**PROBLEM TO WORK ON:** Transcribe the records below from the first line to the line that includes "Write the network", inclusive, and omit the pictures.

**RECORDS FOR THIS TASK:**
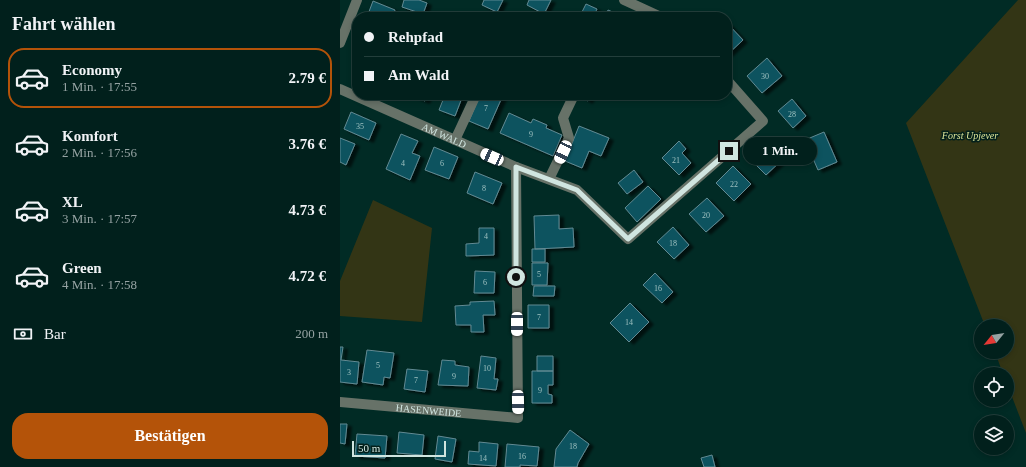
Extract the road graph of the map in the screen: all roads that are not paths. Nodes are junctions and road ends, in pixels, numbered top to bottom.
1 (357, 0) edge
2 (624, 0) edge
3 (352, 12) edge
4 (650, 12) edge
5 (352, 13) edge
6 (340, 43) edge
7 (732, 86) edge
8 (340, 90) edge
9 (352, 95) edge
10 (363, 100) edge
11 (474, 100) edge
12 (572, 100) edge
13 (455, 140) junction
14 (516, 167) junction
15 (549, 180) junction
16 (340, 402) edge

1 - 3 street
2 - 4 street
5 - 6 street
7 - 15 street, AM WALD
8 - 9 street, AM WALD
10 - 13 street, AM WALD
11 - 13 street
12 - 15 street
13 - 14 street, AM WALD
14 - 15 street, AM WALD
14 - 16 street, HASENWEIDE

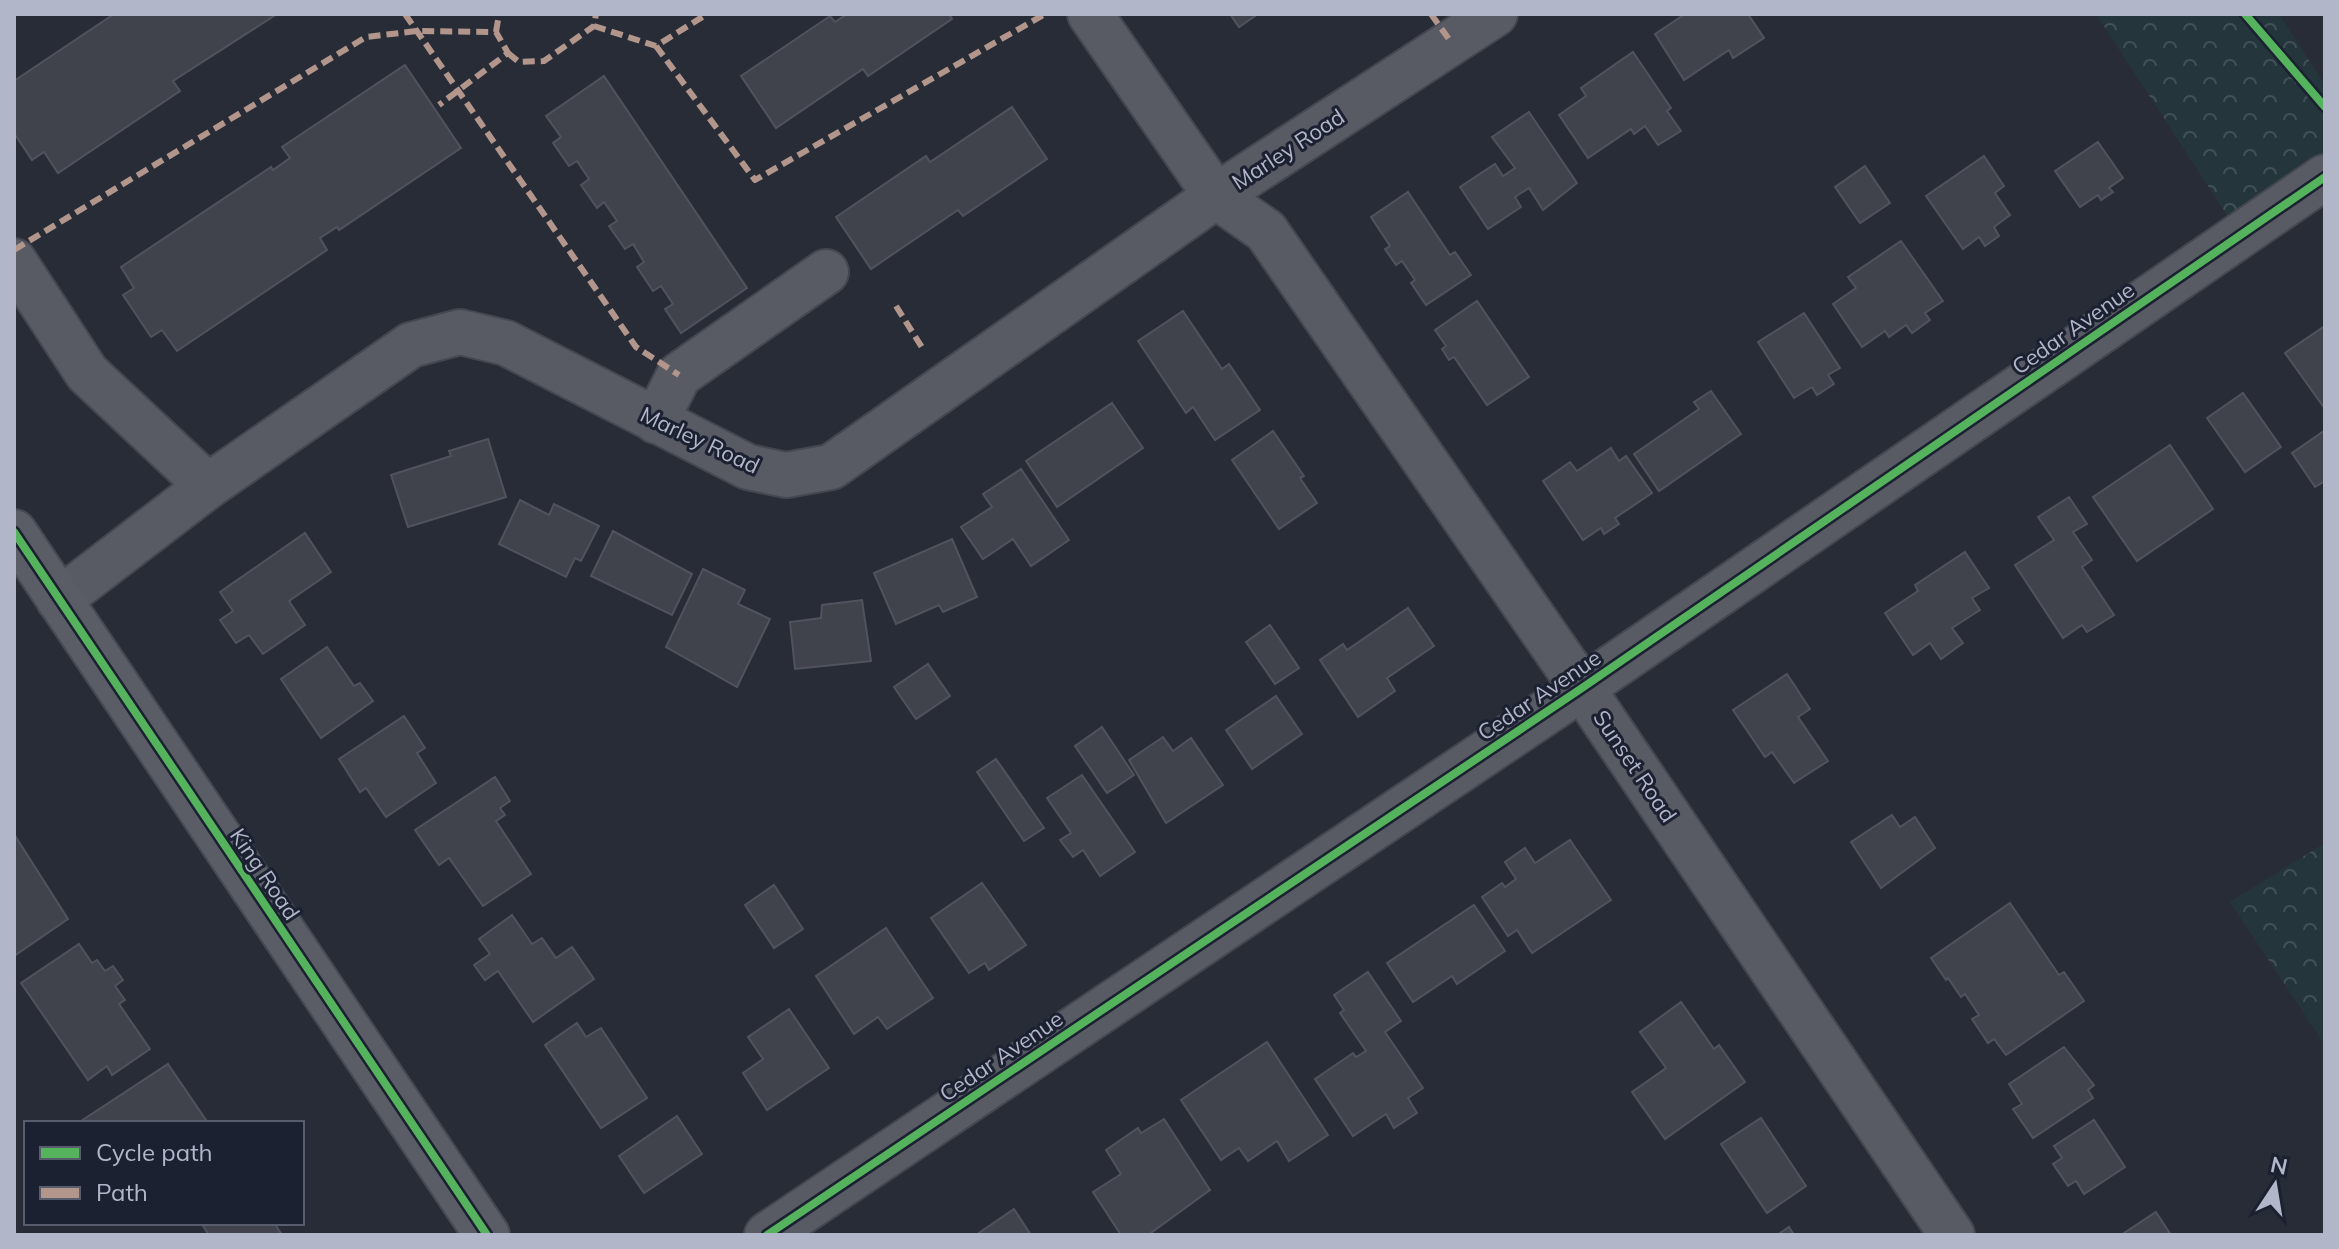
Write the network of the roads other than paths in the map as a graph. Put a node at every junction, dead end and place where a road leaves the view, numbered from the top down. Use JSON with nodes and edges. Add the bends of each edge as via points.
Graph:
{"nodes":[{"id":1,"x":1090,"y":14,"type":"edge"},
{"id":2,"x":1495,"y":14,"type":"edge"},
{"id":3,"x":2325,"y":177,"type":"edge"},
{"id":4,"x":1216,"y":196,"type":"junction"},
{"id":5,"x":14,"y":261,"type":"edge"},
{"id":6,"x":826,"y":272,"type":"dead end"},
{"id":7,"x":656,"y":421,"type":"junction"},
{"id":8,"x":208,"y":486,"type":"junction"},
{"id":9,"x":14,"y":532,"type":"edge"},
{"id":10,"x":59,"y":600,"type":"junction"},
{"id":11,"x":1582,"y":688,"type":"junction"},
{"id":12,"x":487,"y":1235,"type":"edge"},
{"id":13,"x":767,"y":1235,"type":"edge"},
{"id":14,"x":1952,"y":1235,"type":"edge"}],
"edges":[{"from":1,"to":4,"type":"street"},
{"from":2,"to":4,"type":"street","name":"Marley Road"},
{"from":3,"to":11,"type":"street","name":"Cedar Avenue"},
{"from":4,"to":7,"type":"street","name":"Marley Road","via":[[831,467],[786,475],[748,467]]},
{"from":4,"to":11,"type":"street","name":"Sunset Road","via":[[1266,231]]},
{"from":5,"to":8,"type":"street","via":[[87,373]]},
{"from":6,"to":7,"type":"street","via":[[679,375]]},
{"from":7,"to":8,"type":"street","name":"Marley Road","via":[[506,343],[460,332],[411,345]]},
{"from":8,"to":10,"type":"street","name":"Marley Road"},
{"from":9,"to":10,"type":"main road","name":"King Road"},
{"from":10,"to":12,"type":"main road","name":"King Road"},
{"from":11,"to":13,"type":"street","name":"Cedar Avenue"},
{"from":11,"to":14,"type":"street","name":"Sunset Road"}]}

**TASK RESPONSE:**
Extract the road graph of the map in the screen: all roads that are not paths. Nodes are junctions and road ends, in pixels, numbered top to bottom.
1 (357, 0) edge
2 (624, 0) edge
3 (352, 12) edge
4 (650, 12) edge
5 (352, 13) edge
6 (340, 43) edge
7 (732, 86) edge
8 (340, 90) edge
9 (352, 95) edge
10 (363, 100) edge
11 (474, 100) edge
12 (572, 100) edge
13 (455, 140) junction
14 (516, 167) junction
15 (549, 180) junction
16 (340, 402) edge

1 - 3 street
2 - 4 street
5 - 6 street
7 - 15 street, AM WALD
8 - 9 street, AM WALD
10 - 13 street, AM WALD
11 - 13 street
12 - 15 street
13 - 14 street, AM WALD
14 - 15 street, AM WALD
14 - 16 street, HASENWEIDE

Write the network of the roads other than paths in the map as a graph. Put a node at every junction, dead end and place where a road leaves the view, numbered from the top down. Use JSON with nodes and edges. Add the bends of each edge as via points.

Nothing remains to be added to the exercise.